### SOURCE MATERIAL:
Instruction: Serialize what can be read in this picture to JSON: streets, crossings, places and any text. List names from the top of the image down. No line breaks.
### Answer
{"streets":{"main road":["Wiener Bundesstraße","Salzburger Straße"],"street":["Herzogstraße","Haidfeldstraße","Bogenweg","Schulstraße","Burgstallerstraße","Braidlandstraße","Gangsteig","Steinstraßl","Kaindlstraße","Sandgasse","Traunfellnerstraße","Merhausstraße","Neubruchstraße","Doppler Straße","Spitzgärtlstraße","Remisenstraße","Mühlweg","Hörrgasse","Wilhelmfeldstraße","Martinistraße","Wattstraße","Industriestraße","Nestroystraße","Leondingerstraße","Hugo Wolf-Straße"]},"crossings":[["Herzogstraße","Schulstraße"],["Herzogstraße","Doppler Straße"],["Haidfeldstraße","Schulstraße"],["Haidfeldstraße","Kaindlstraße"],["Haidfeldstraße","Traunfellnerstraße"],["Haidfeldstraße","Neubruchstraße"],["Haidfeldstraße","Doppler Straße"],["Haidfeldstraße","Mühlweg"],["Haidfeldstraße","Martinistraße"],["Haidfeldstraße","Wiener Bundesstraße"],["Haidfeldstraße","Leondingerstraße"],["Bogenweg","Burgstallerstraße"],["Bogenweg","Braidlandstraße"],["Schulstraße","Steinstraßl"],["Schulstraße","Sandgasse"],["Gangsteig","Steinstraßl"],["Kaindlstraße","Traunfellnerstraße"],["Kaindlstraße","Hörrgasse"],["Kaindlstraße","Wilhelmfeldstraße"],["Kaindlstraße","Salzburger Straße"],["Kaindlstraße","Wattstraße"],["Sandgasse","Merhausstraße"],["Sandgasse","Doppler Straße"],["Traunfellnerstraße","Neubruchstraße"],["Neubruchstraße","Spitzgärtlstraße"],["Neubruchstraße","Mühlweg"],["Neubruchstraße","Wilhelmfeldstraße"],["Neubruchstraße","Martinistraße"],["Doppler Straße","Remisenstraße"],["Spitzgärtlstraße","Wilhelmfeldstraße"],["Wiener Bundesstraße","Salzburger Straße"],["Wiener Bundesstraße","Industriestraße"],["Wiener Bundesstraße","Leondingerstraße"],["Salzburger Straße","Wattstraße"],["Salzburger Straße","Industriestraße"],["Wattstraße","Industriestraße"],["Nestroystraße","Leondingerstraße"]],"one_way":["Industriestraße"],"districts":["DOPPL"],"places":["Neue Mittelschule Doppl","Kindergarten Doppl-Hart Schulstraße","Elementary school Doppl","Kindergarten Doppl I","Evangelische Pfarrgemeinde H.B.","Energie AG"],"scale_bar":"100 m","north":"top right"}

### ACTIVITY:
Every line that includes "places" must be copied from the material above.

### TASK ANSWER:
Instruction: Serialize what can be read in this picture to JSON: streets, crossings, places and any text. List names from the top of the image down. No line breaks.
{"streets":{"main road":["Wiener Bundesstraße","Salzburger Straße"],"street":["Herzogstraße","Haidfeldstraße","Bogenweg","Schulstraße","Burgstallerstraße","Braidlandstraße","Gangsteig","Steinstraßl","Kaindlstraße","Sandgasse","Traunfellnerstraße","Merhausstraße","Neubruchstraße","Doppler Straße","Spitzgärtlstraße","Remisenstraße","Mühlweg","Hörrgasse","Wilhelmfeldstraße","Martinistraße","Wattstraße","Industriestraße","Nestroystraße","Leondingerstraße","Hugo Wolf-Straße"]},"crossings":[["Herzogstraße","Schulstraße"],["Herzogstraße","Doppler Straße"],["Haidfeldstraße","Schulstraße"],["Haidfeldstraße","Kaindlstraße"],["Haidfeldstraße","Traunfellnerstraße"],["Haidfeldstraße","Neubruchstraße"],["Haidfeldstraße","Doppler Straße"],["Haidfeldstraße","Mühlweg"],["Haidfeldstraße","Martinistraße"],["Haidfeldstraße","Wiener Bundesstraße"],["Haidfeldstraße","Leondingerstraße"],["Bogenweg","Burgstallerstraße"],["Bogenweg","Braidlandstraße"],["Schulstraße","Steinstraßl"],["Schulstraße","Sandgasse"],["Gangsteig","Steinstraßl"],["Kaindlstraße","Traunfellnerstraße"],["Kaindlstraße","Hörrgasse"],["Kaindlstraße","Wilhelmfeldstraße"],["Kaindlstraße","Salzburger Straße"],["Kaindlstraße","Wattstraße"],["Sandgasse","Merhausstraße"],["Sandgasse","Doppler Straße"],["Traunfellnerstraße","Neubruchstraße"],["Neubruchstraße","Spitzgärtlstraße"],["Neubruchstraße","Mühlweg"],["Neubruchstraße","Wilhelmfeldstraße"],["Neubruchstraße","Martinistraße"],["Doppler Straße","Remisenstraße"],["Spitzgärtlstraße","Wilhelmfeldstraße"],["Wiener Bundesstraße","Salzburger Straße"],["Wiener Bundesstraße","Industriestraße"],["Wiener Bundesstraße","Leondingerstraße"],["Salzburger Straße","Wattstraße"],["Salzburger Straße","Industriestraße"],["Wattstraße","Industriestraße"],["Nestroystraße","Leondingerstraße"]],"one_way":["Industriestraße"],"districts":["DOPPL"],"places":["Neue Mittelschule Doppl","Kindergarten Doppl-Hart Schulstraße","Elementary school Doppl","Kindergarten Doppl I","Evangelische Pfarrgemeinde H.B.","Energie AG"],"scale_bar":"100 m","north":"top right"}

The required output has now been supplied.